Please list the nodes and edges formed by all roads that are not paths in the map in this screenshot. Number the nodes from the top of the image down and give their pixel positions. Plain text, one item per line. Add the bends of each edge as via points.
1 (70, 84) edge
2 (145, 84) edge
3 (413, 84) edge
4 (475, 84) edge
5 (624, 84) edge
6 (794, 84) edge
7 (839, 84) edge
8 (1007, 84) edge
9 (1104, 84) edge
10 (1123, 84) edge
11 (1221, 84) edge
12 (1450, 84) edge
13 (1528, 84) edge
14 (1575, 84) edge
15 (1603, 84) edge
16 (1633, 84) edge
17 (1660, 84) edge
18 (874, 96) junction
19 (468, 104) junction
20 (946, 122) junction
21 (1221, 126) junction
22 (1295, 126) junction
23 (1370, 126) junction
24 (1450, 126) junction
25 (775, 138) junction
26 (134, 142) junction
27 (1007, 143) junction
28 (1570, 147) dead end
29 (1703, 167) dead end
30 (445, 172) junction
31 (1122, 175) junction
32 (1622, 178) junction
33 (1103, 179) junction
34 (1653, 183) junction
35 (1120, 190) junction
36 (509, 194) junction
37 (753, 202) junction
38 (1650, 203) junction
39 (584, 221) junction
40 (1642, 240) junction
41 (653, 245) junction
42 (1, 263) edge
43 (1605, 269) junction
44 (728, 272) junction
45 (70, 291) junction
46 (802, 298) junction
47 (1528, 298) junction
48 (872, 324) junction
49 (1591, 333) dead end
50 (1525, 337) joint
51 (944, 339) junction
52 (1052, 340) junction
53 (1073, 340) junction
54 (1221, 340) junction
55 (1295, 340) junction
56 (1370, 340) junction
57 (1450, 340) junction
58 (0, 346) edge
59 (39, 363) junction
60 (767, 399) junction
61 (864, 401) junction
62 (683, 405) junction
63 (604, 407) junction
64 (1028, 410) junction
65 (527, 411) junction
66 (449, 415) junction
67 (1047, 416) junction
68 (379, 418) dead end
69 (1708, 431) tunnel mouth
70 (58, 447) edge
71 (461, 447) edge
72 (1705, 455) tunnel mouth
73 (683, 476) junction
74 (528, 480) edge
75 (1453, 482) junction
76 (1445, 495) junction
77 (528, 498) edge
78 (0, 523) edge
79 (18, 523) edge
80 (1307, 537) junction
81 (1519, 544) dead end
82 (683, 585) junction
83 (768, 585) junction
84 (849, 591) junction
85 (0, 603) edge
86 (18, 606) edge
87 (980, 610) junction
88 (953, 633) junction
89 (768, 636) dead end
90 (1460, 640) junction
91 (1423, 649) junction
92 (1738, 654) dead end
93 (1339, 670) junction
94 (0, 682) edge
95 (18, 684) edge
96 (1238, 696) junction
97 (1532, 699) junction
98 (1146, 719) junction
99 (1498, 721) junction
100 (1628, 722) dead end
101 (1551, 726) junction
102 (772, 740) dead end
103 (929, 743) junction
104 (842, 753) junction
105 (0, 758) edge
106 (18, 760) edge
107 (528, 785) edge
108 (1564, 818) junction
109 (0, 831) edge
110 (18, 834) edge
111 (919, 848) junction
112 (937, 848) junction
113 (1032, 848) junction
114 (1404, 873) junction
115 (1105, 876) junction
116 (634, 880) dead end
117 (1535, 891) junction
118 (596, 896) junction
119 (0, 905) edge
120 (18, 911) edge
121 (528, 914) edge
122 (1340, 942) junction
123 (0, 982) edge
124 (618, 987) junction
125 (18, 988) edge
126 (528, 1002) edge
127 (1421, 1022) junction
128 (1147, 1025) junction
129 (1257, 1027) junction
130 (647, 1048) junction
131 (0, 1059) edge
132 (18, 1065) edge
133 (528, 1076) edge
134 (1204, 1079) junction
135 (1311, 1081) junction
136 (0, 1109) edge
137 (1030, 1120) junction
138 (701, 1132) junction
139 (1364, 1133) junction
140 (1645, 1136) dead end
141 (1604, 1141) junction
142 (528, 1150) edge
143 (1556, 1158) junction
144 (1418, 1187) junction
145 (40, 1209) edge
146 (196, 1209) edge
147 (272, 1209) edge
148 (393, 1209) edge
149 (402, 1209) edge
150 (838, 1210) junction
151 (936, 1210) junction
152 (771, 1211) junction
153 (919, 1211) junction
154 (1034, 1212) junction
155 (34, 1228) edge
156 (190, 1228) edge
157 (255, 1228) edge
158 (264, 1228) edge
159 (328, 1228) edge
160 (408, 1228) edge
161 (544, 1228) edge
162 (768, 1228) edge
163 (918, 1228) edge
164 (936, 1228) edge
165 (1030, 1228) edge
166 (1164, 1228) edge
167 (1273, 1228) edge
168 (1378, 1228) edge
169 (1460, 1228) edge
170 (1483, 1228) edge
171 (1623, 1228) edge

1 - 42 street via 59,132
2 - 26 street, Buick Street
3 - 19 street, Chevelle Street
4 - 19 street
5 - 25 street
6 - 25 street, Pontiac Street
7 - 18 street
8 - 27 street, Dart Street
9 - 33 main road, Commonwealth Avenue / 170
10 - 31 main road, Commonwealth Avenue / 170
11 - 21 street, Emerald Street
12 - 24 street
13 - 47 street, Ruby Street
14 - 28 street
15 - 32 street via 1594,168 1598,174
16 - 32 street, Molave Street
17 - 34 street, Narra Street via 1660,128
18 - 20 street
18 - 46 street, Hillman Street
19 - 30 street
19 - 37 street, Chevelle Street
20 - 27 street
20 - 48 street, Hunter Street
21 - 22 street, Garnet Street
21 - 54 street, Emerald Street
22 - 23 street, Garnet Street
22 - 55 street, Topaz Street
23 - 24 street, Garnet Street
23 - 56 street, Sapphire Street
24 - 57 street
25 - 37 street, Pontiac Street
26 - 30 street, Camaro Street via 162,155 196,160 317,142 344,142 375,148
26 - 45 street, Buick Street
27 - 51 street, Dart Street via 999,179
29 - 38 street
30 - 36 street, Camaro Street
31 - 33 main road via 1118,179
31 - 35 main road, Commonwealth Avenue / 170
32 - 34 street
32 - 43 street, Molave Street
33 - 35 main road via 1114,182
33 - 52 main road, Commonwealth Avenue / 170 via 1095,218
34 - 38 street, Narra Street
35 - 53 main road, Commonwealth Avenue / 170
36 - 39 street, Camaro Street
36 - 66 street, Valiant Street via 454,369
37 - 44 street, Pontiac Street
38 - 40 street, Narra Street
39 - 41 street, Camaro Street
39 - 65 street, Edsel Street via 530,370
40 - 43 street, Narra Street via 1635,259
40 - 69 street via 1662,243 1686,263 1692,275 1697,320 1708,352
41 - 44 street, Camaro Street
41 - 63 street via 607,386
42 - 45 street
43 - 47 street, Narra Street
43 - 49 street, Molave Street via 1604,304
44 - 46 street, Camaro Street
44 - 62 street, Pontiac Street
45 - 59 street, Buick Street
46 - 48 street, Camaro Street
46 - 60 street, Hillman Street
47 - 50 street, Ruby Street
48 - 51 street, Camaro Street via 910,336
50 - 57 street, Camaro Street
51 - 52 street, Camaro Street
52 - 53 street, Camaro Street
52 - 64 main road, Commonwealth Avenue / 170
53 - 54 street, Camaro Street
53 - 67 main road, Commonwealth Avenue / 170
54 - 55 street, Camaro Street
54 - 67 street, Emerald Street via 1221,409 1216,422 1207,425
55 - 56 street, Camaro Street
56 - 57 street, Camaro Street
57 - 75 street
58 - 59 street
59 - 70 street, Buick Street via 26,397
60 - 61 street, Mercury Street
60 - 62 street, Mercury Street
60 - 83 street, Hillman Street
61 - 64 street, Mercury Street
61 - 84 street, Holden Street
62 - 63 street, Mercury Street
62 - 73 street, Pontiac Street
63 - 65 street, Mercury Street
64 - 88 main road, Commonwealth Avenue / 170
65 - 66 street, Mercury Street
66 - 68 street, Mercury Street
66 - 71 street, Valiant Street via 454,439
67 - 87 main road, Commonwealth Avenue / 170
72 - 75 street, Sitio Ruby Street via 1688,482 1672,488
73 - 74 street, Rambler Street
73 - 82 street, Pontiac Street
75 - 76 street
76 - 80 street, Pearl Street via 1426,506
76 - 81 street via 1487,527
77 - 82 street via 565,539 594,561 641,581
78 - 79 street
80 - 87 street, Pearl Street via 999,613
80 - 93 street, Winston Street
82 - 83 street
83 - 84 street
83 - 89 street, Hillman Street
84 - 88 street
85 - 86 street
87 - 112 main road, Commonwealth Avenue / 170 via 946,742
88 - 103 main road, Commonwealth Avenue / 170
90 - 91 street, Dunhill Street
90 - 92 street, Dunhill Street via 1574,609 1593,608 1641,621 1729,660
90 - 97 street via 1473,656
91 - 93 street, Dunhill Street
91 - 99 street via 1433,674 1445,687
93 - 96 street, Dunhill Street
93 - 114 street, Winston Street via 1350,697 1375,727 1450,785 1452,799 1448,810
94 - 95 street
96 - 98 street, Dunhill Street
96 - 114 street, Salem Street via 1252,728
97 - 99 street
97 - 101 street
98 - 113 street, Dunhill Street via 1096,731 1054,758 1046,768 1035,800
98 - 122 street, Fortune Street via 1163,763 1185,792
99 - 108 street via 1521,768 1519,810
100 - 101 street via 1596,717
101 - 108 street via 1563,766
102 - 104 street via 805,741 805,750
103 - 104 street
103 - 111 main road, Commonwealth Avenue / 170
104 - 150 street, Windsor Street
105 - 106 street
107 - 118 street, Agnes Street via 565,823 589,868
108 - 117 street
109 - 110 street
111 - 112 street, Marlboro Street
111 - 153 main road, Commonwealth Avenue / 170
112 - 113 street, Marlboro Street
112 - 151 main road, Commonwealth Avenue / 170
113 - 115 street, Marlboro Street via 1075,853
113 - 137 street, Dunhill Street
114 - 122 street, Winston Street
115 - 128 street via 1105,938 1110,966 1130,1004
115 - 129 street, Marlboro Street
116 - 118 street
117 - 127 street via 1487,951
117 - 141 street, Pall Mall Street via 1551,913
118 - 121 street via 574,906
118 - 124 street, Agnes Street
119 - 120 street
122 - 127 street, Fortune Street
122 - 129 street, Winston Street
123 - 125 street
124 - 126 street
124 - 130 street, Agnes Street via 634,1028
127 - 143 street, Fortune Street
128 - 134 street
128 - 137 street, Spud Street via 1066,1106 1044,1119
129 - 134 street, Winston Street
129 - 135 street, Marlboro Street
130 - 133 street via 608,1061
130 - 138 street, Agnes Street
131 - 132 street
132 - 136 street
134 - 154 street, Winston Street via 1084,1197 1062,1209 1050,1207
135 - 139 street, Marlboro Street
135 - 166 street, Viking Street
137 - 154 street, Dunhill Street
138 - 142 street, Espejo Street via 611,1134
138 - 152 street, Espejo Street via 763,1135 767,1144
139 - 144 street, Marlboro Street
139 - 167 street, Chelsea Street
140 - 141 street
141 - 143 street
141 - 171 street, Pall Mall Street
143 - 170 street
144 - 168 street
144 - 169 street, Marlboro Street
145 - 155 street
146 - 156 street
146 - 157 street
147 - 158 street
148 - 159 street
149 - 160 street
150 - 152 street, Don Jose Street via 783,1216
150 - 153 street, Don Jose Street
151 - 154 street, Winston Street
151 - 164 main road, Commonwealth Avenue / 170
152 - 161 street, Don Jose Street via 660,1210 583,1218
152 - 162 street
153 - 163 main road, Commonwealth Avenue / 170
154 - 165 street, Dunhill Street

▶ **What the task asks**
Find each line of the data above that holds the word "Mercury", then copy it.

▶ **Expected answer**
60 - 61 street, Mercury Street
60 - 62 street, Mercury Street
61 - 64 street, Mercury Street
62 - 63 street, Mercury Street
63 - 65 street, Mercury Street
65 - 66 street, Mercury Street
66 - 68 street, Mercury Street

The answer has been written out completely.